[LISTED RECORDS]

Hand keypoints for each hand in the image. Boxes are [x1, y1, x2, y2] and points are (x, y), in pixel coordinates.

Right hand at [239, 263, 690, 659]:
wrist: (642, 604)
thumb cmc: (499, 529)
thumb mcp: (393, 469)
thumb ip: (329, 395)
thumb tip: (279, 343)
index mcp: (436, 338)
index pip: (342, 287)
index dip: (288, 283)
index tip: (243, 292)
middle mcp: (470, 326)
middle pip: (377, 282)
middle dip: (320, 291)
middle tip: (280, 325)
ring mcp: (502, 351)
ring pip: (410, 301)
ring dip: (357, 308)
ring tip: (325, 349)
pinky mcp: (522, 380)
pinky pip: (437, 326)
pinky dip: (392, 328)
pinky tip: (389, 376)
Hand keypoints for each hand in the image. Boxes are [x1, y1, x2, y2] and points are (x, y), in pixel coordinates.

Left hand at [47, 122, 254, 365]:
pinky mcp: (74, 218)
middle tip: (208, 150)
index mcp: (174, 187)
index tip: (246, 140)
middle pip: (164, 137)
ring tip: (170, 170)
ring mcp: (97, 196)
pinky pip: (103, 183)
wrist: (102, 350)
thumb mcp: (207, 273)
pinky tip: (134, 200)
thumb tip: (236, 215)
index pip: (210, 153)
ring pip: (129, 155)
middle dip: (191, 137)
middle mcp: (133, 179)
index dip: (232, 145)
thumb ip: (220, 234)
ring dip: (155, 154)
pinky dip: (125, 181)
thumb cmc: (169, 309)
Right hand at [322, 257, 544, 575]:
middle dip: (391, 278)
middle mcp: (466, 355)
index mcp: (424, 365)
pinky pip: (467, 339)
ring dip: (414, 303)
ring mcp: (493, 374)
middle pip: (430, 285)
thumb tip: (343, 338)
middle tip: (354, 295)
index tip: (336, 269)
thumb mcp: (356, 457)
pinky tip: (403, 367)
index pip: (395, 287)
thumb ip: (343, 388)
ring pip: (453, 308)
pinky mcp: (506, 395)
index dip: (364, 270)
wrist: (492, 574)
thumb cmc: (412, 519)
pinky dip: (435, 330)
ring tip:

[/LISTED RECORDS]

WORK TASK. Take the entries above and transcribe them exactly.

YOUR RESPONSE.
Hand keypoints for each hand in the image. Boxes are [x1, y1, x2, y2] and points are (x, y), in pixel coordinates.

Right hand at [239, 263, 690, 659]:
wrist: (642, 604)
thumb cmc: (499, 529)
thumb mcp: (393, 469)
thumb ip: (329, 395)
thumb tip: (279, 343)
index mcp: (436, 338)
index pip: (342, 287)
index dip: (288, 283)
index tip: (243, 292)
middle mcp: (470, 326)
middle pip: (377, 282)
middle dip: (320, 291)
middle tip: (280, 325)
ring mcp: (502, 351)
ring pip: (410, 301)
ring dip: (357, 308)
ring tip: (325, 349)
pinky mcp: (522, 380)
pinky pip: (437, 326)
pinky dip: (392, 328)
pinky tip: (389, 376)
Hand keypoints for each hand in the image. Boxes are [x1, y1, x2, y2] and points are (x, y), in pixel coordinates.

Left hand at [47, 122, 254, 365]:
pinky mcp: (74, 218)
middle tip: (208, 150)
index mcp: (174, 187)
index tip: (246, 140)
middle pip: (164, 137)
ring tip: (170, 170)
ring mcp: (97, 196)
pinky pip: (103, 183)
wrist: (102, 350)
thumb mcp: (207, 273)
pinky tip: (134, 200)
thumb tip: (236, 215)
index pip: (210, 153)
ring pip: (129, 155)
middle dip: (191, 137)
middle mcp: (133, 179)
index dip: (232, 145)
thumb ip: (220, 234)
ring dip: (155, 154)
pinky dip: (125, 181)
thumb cmc: (169, 309)
Right hand at [322, 257, 544, 575]:
middle dip: (391, 278)
middle mcp: (466, 355)
index mcp: (424, 365)
pinky pip: (467, 339)
ring dip: (414, 303)
ring mcp: (493, 374)
middle pip: (430, 285)
thumb tip: (343, 338)
middle tip: (354, 295)
index tip: (336, 269)
thumb mcp: (356, 457)
pinky tip: (403, 367)
index pip: (395, 287)
thumb ip: (343, 388)
ring pip: (453, 308)
pinky mcp: (506, 395)
index dip: (364, 270)
wrist: (492, 574)
thumb cmc: (412, 519)
pinky dip: (435, 330)
ring tip:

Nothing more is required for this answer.